29 Jesus left there and went along the Sea of Galilee. Then he went up on a mountainside and sat down. 30 Great crowds came to him, bringing the lame, the blind, the crippled, the mute and many others, and laid them at his feet; and he healed them. 31 The people were amazed when they saw the mute speaking, the crippled made well, the lame walking and the blind seeing. And they praised the God of Israel.

CONSIDER THIS

Why did Jesus do miracles? For the longest time I had a pretty simplistic black and white answer. I used to think Jesus performed miracles to prove he was God. I think different now. Now I’m coming to understand that miracles are many layered mysteries, opening up eternal windows into the unfathomable mercy of God.

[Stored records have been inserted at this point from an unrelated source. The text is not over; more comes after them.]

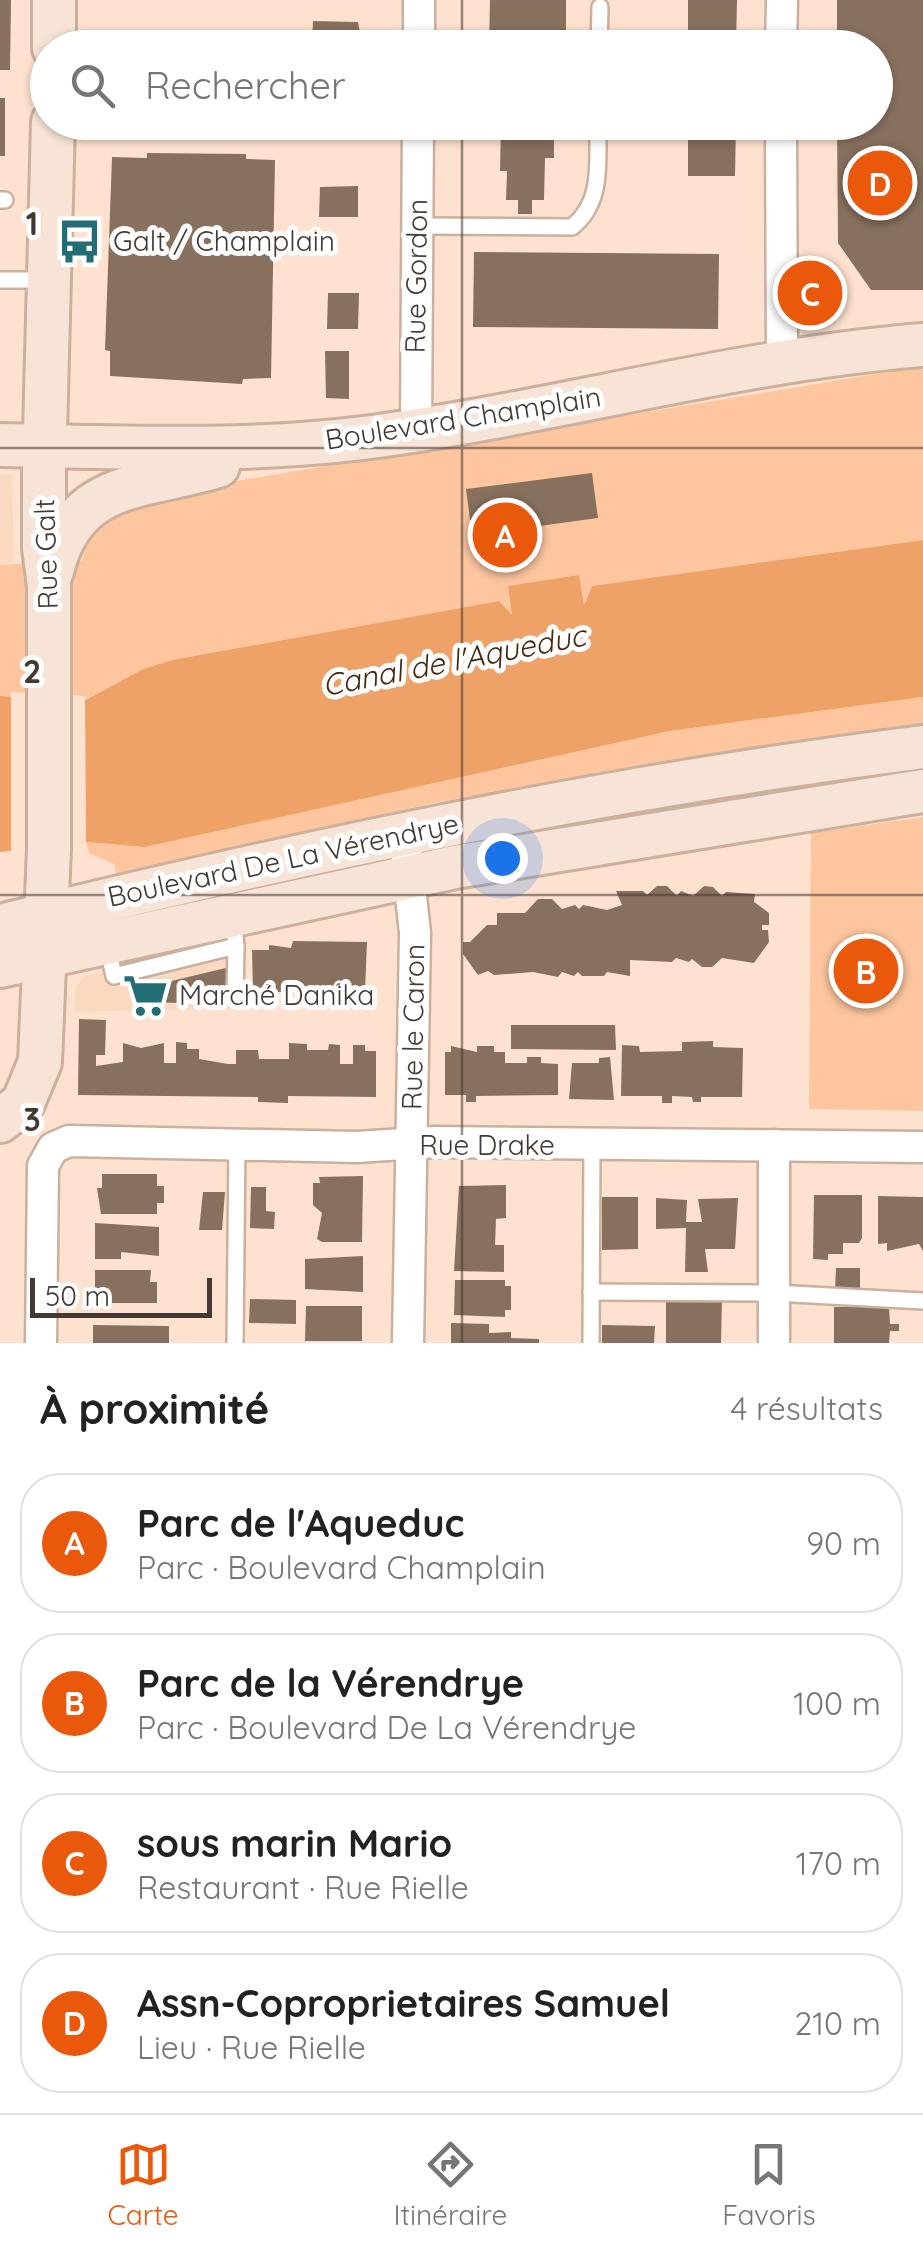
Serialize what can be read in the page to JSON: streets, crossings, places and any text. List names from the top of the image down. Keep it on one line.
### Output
{"streets":{"main road":["Boulevard Champlain","Rue Galt","Boulevard De La Vérendrye"],"street":["Rue Gordon","Rue le Caron","Rue Drake"]},"crossings":[["Rue Gordon","Boulevard Champlain"],["Boulevard Champlain","Rue Galt"],["Rue Galt","Boulevard De La Vérendrye"],["Boulevard De La Vérendrye","Rue le Caron"],["Rue le Caron","Rue Drake"]],"water":["Canal de l'Aqueduc"],"places":{"bus stop":["Galt / Champlain"],"supermarket":["Marché Danika"]},"scale_bar":"50 m","page":{"search":"Rechercher","pins":["D","C","A","B"],"scale":"50 m","heading":["À proximité","4 résultats"],"list":[{"mark":"A","name":"Parc de l'Aqueduc","note":"Parc · Boulevard Champlain","value":"90 m"},{"mark":"B","name":"Parc de la Vérendrye","note":"Parc · Boulevard De La Vérendrye","value":"100 m"},{"mark":"C","name":"sous marin Mario","note":"Restaurant · Rue Rielle","value":"170 m"},{"mark":"D","name":"Assn-Coproprietaires Samuel","note":"Lieu · Rue Rielle","value":"210 m"}],"nav":["Carte","Itinéraire","Favoris"]},"grid":{"rows":["1","2","3"]}}
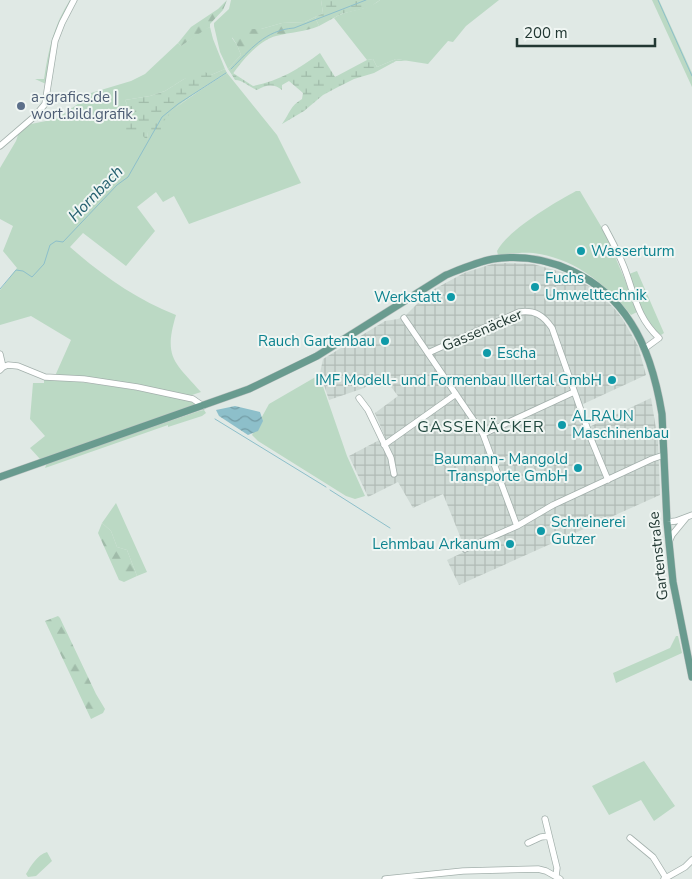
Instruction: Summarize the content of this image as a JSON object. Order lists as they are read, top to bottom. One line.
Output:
{"streets":{"main road":["Gartenstraße"],"street":["Gassenäcker"]},"districts":["GASSENÄCKER"],"water":["Hornbach"],"places":["a-grafics.de | wort.bild.grafik.","Wasserturm","Fuchs Umwelttechnik","Werkstatt","Rauch Gartenbau","Escha","IMF Modell- und Formenbau Illertal GmbH","ALRAUN Maschinenbau","Baumann- Mangold Transporte GmbH","Schreinerei Gutzer","Lehmbau Arkanum"],"scale_bar":"200 m"}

Now I believe Jesus performed miracles because of his great compassion for the people made in his image. Jesus performed miracles to demonstrate that the great reversal of the Kingdom of on-Earth-as-it-is-in-Heaven was now present. The fruit of the fall of the human race littered the landscape. Jesus intentionally chose to go to the people who had been dismissed by the society as un-helpable. He chose the most broken scenarios as the places where he would demonstrate the break-through possibilities of his Kingdom. I am becoming convinced that the dearth of miracles in our day (at least where I live) is a direct consequence of the dearth of real love in our day. It’s not that we don’t believe enough. It’s that we don’t love enough.

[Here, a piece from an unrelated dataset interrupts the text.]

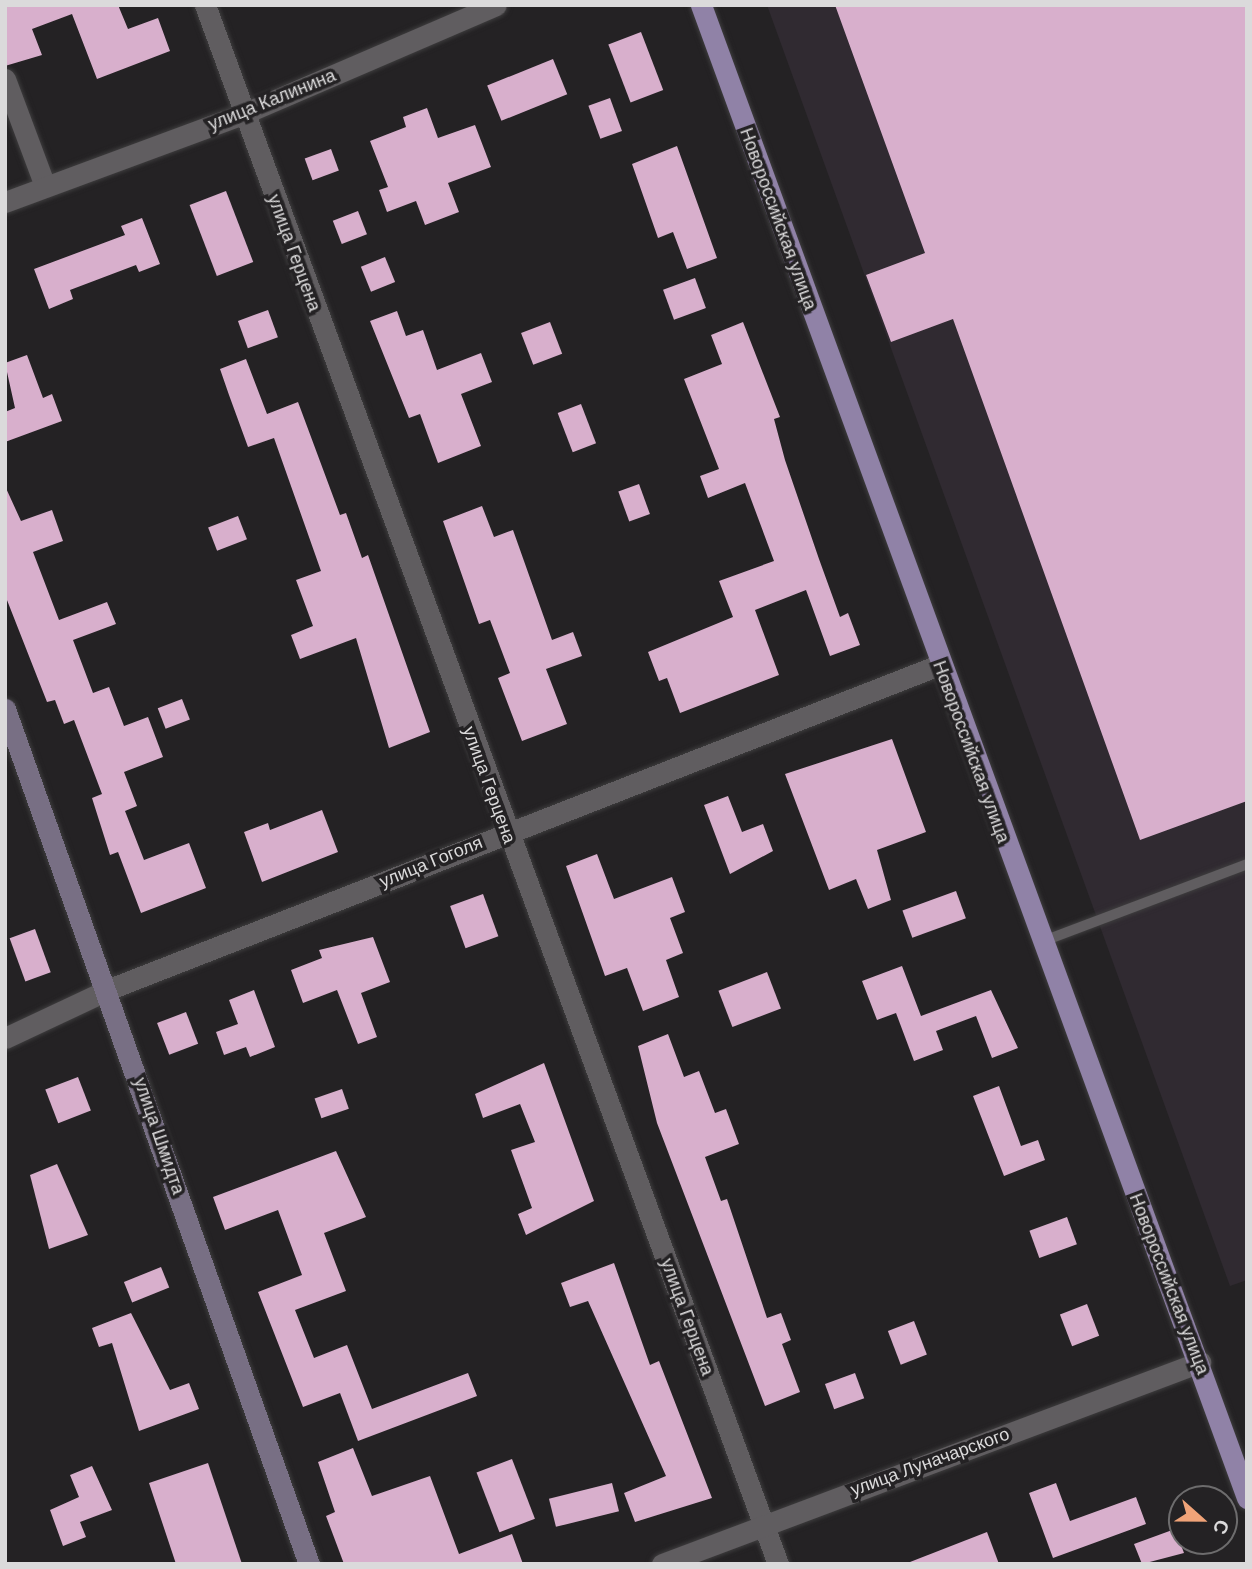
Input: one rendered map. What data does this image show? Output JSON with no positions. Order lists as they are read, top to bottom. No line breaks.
{"streets":{"main road":["Новороссийская улица"],"street":["улица Калинина","улица Герцена","улица Гоголя","улица Шмидта","улица Луначарского"]},"crossings":[["улица Калинина","улица Герцена"],["Новороссийская улица","улица Гоголя"],["Новороссийская улица","улица Луначарского"],["улица Герцена","улица Гоголя"],["улица Герцена","улица Луначарского"],["улица Гоголя","улица Шмидта"]],"north":"right"}
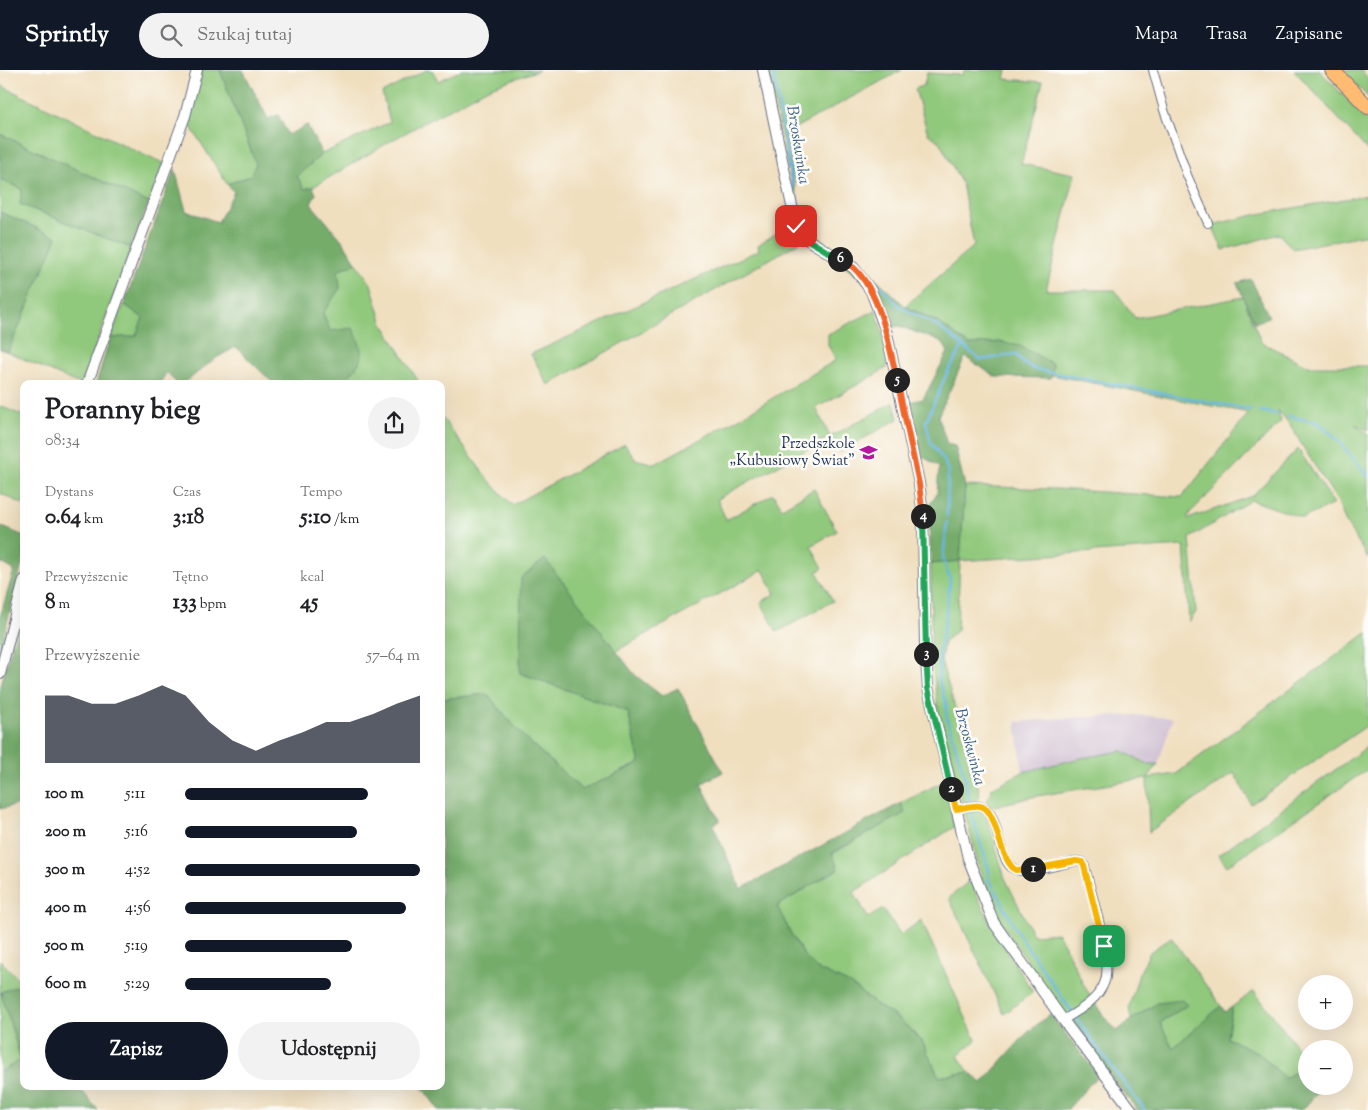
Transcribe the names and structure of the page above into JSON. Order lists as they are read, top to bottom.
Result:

We see in today’s text how as his mission progressed, people began to pay attention to these un-helpable people and bringing them to Jesus. He started by going to them. In response, the people began picking up the un-helpable ones whom they had probably given up on helping, and bringing them straight to Jesus.

I find the eternal window opened up by this miracle is becoming something of a mirror in which I can examine myself. This has me asking myself who I may have deemed “un-helpable” and given up on. Further I ask myself, “What would it mean for me, like them, to lay the people I have given up on “at his feet” as they did?” It must mean more than “saying a prayer,” though if I’m honest I have probably given up on that in many cases. Suffice it to say, I’m personally challenged here.

Summarizing—as I peer through this eternal window into the miraculous mercy of God, “seeing” more than before into those first century days of Kingdom come, the window turns into a mirror giving me the grace to see more into my own heart where I can become honest about the gap between who I am and who Jesus is calling me to become. The mirror gives way to a window again, only in the twenty-first century. Maybe I am gaining “eyes to see” the un-helpable ones in a new way—as people with possibilities and not as problems.

Finally, it occurs to me that I am looking at a two way window, one that has mirrors on both sides yet can also be seen through from both sides. Stretch with me to understand this. There’s a way of trying to help the un-helpable in which I see their form through the window but only as a needy person. When I try to help them in some token way the window becomes a mirror on their side in which they see themselves as the sum total of their needs. If I can somehow look through the eternal window of God’s mercy and “see” the person on the other side as an image bearer of God I will finally have the possibility of reaching to them in a way that opens the window for them to see God and in seeing God to be reminded of his possibilities for themselves as his image bearers.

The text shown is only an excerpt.